Accountability seems to be an issue not only between hospital staff, but between hospitals and patients honestly. Falls are the big one that disturbs me. The culture as it stands is that if a fall can be foreseen, responsibility for its prevention should and will be on the nurse. Regardless of the patient's orientation or intelligence here. I'm sorry, but if you're a&o x 4 and know you've fallen in the past, it should be your responsibility to accept your limitations and ours to educate you. What you do with that information is on you. Instead, we've absolved patients of the expectation of common sense here and caved into a litigious culture.

So yeah, I'm with you OP.

On 4/23/2020 at 7:25 PM, KatieMI said:

Just letting you know: nurses are not sued for every little thing. In fact, they are not sued even for quite a big things.

About 70% of nursing calls are, unfortunately, done without much reason. It takes incredible amount of time and leads to quite a lot of clinical mistakes. Those incessant calls for "something for nausea" demanding Zofran routinely end up with prolonged QT, and those insisting on "something for anxiety and agitation" end up with delirium, falls and respiratory arrests, among other things. Those calls of "you forgot to reconcile A, B and C" lead to unnecessary polypharmacy. Nurses do not get sued for all that; we do.

I will never in my life forget a nurse who was calling for an hour to get "some orders" for INR 5.3 (calculated target was 5.2 upper). She spread her nursing wings "protecting patient and herself" and got some orders and happily implemented them. It took patient 3 hours after that to die a horrendous death from DIC.

This is not personal attack. It is the fact of life, fact of the side of medicine you simply do not know about.

Have a blessed day.

It works both ways. If she had NOT reported the INR off, she would have been in trouble for not reporting it.

Specializes in LTC.

think you are gravely misunderstanding what I mean. I mean, I literally tell the MDs "you put this instruction in wrong" or "you put in the wrong dose" and they say "yeah, you're right I did" and then change the paperwork.
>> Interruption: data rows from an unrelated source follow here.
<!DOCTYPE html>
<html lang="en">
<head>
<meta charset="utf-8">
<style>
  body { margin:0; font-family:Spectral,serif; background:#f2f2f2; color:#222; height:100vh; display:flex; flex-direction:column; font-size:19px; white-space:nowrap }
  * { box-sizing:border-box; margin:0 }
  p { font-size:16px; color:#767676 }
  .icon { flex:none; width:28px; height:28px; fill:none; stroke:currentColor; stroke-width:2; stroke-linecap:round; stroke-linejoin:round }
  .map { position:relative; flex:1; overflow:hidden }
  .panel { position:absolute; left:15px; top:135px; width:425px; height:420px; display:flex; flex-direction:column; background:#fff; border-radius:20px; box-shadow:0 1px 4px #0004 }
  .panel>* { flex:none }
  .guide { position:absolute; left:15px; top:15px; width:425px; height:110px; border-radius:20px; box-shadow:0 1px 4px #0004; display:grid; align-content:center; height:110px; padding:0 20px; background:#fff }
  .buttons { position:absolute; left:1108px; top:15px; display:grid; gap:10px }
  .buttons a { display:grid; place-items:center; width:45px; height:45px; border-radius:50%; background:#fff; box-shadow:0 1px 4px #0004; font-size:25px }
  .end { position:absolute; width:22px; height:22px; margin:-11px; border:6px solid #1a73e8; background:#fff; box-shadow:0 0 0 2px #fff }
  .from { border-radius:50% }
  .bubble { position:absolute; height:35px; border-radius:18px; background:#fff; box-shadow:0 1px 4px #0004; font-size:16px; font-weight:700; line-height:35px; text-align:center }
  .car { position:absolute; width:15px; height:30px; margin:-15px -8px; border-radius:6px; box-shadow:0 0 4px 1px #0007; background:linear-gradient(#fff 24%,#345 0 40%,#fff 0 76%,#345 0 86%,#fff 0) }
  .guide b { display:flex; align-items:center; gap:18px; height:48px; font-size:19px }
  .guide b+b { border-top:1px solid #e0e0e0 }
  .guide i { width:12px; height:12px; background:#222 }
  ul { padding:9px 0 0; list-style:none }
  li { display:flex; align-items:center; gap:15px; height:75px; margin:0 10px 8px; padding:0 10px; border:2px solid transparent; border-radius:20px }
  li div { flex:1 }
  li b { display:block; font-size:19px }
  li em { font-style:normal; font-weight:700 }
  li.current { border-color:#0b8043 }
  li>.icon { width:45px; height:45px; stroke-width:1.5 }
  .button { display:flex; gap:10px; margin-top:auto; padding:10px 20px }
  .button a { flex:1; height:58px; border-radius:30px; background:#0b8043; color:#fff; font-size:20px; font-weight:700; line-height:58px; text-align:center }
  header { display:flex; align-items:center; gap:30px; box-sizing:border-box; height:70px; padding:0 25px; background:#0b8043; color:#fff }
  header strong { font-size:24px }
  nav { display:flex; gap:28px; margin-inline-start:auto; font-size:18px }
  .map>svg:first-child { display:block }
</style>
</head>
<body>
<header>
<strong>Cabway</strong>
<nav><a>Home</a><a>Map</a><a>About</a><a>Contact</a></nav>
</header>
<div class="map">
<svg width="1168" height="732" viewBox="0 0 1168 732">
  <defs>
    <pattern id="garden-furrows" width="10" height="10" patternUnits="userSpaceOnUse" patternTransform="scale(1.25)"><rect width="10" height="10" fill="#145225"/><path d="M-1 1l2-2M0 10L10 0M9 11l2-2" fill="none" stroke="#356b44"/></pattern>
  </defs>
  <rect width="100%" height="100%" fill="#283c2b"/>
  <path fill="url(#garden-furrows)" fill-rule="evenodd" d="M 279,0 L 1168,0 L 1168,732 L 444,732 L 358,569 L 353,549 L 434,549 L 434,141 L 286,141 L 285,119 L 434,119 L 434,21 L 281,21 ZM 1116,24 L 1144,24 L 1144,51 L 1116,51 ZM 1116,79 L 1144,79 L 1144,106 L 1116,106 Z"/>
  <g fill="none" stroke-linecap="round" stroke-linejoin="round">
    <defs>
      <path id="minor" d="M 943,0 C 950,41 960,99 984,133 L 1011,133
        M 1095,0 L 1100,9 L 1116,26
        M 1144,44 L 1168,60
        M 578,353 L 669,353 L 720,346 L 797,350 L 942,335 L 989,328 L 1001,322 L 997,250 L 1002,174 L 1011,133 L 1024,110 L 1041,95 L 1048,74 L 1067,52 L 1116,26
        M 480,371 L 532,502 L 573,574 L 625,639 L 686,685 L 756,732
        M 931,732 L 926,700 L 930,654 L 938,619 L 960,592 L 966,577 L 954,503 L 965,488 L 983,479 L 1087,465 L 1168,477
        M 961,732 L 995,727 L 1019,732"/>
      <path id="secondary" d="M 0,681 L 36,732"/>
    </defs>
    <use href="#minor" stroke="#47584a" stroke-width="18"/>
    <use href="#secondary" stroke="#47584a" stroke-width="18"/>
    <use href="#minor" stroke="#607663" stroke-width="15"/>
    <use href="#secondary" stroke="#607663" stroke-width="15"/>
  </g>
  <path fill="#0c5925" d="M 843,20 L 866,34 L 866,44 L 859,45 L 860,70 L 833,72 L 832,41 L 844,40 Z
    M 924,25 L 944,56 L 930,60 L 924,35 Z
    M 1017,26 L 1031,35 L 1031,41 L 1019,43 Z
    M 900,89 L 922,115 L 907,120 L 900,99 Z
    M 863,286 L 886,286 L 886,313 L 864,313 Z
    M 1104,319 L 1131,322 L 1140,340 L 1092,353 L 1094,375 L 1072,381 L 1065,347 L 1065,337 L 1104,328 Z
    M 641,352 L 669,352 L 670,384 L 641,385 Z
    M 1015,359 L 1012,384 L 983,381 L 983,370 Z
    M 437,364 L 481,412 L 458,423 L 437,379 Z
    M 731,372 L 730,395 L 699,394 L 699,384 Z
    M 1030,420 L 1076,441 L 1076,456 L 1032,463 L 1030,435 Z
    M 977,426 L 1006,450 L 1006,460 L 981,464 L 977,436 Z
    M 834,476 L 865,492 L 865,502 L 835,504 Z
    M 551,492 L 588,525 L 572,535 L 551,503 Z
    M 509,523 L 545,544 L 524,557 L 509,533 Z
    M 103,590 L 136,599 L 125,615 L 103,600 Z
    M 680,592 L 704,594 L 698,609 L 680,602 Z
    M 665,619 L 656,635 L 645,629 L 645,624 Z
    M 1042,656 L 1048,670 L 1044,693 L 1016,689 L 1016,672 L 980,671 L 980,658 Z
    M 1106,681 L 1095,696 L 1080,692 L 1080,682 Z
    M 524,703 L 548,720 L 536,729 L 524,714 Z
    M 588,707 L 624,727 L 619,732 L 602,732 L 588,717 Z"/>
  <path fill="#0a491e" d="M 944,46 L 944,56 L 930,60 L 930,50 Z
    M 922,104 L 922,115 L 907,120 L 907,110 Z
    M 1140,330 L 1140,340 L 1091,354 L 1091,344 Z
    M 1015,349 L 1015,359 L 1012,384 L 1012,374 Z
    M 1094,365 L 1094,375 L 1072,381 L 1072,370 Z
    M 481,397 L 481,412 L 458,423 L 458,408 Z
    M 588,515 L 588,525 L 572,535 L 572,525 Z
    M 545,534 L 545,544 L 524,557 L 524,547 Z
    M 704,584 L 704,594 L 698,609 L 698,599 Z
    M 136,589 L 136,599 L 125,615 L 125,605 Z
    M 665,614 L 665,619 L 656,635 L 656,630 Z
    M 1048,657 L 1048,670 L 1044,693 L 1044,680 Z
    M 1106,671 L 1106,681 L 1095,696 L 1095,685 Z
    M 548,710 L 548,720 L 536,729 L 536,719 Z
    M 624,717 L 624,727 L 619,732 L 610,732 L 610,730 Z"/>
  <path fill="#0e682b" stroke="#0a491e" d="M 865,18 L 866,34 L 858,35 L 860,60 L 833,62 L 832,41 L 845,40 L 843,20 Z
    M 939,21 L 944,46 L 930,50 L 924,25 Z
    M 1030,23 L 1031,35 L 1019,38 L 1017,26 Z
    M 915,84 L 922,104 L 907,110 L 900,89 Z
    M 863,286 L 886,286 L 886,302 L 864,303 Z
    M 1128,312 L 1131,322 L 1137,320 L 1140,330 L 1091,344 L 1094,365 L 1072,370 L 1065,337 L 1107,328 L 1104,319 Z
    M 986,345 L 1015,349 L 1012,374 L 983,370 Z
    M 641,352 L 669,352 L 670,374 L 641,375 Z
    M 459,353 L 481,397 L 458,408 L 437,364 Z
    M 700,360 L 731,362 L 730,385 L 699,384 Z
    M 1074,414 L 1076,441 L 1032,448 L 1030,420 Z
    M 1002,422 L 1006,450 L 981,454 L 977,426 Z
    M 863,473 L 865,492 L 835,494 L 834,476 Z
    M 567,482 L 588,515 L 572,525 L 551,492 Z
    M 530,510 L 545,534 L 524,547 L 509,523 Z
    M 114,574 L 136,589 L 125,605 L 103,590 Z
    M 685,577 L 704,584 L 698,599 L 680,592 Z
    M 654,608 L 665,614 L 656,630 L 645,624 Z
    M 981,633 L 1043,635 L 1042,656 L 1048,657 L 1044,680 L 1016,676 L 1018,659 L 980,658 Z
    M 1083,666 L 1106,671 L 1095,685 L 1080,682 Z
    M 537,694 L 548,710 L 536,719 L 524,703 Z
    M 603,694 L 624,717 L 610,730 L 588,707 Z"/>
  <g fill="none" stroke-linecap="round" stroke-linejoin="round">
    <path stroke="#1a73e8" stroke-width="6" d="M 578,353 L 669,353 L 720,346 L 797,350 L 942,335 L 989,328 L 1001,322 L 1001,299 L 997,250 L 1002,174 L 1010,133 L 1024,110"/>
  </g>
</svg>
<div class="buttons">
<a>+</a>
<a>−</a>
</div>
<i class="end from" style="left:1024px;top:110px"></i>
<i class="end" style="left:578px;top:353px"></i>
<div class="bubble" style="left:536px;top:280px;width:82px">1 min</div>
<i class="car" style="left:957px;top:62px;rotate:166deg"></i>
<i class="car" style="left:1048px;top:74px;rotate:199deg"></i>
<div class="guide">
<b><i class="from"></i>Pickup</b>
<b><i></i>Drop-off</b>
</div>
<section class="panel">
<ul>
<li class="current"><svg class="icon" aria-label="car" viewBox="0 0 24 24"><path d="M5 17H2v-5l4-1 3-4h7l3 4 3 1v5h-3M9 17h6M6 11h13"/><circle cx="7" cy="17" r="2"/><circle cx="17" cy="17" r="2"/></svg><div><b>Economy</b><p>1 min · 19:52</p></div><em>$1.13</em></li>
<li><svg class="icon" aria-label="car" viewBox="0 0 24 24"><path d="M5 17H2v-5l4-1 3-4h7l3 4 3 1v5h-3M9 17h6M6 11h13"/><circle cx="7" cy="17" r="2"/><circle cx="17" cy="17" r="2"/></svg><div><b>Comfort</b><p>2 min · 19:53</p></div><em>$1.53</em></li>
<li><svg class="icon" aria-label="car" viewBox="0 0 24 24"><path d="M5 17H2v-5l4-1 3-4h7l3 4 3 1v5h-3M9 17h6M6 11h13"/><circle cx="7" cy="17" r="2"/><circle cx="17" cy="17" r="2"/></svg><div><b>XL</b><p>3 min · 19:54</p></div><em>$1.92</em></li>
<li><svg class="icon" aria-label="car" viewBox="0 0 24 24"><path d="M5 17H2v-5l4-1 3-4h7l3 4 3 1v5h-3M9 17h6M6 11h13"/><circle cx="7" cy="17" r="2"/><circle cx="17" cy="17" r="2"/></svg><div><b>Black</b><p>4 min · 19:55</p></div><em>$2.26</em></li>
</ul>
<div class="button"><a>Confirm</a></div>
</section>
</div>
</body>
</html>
Those "concerned" nurses update you for a reason. It's becausenurses can be blamed and sued for every little thing, so as long as we tell you what's going on we are protecting ourselves.There is no need for personal attacks

I hope that you are also doing all this for the health and well being of your patient, may or may not and probably does not know any better and put full Trust and their doctors and nurses, and not just to cover your own ***. It is good to cover your *** but you should also care for the people you're taking care of who are not able or knowledgeable enough to do it themselves.

Specializes in Oceanfront Living.
On 4/26/2020 at 12:50 PM, kbrn2002 said:

Absolutely correct. Nurses actually have very little leeway here. We are required by policy and procedure to report things we know don't really require follow up all the time. Most providers are pretty understanding, especially when you start by saying "I'm sorry to bother you but policy requires I report xyz."

I definitely know this territory. My DH and both of our daughters are MDs. They all three know the ropes of the way it works. While they are not happy about certain calls, it is just the way life in the field of medicine works these days.

They calmly and politely answer calls. They all three want the best for their patients.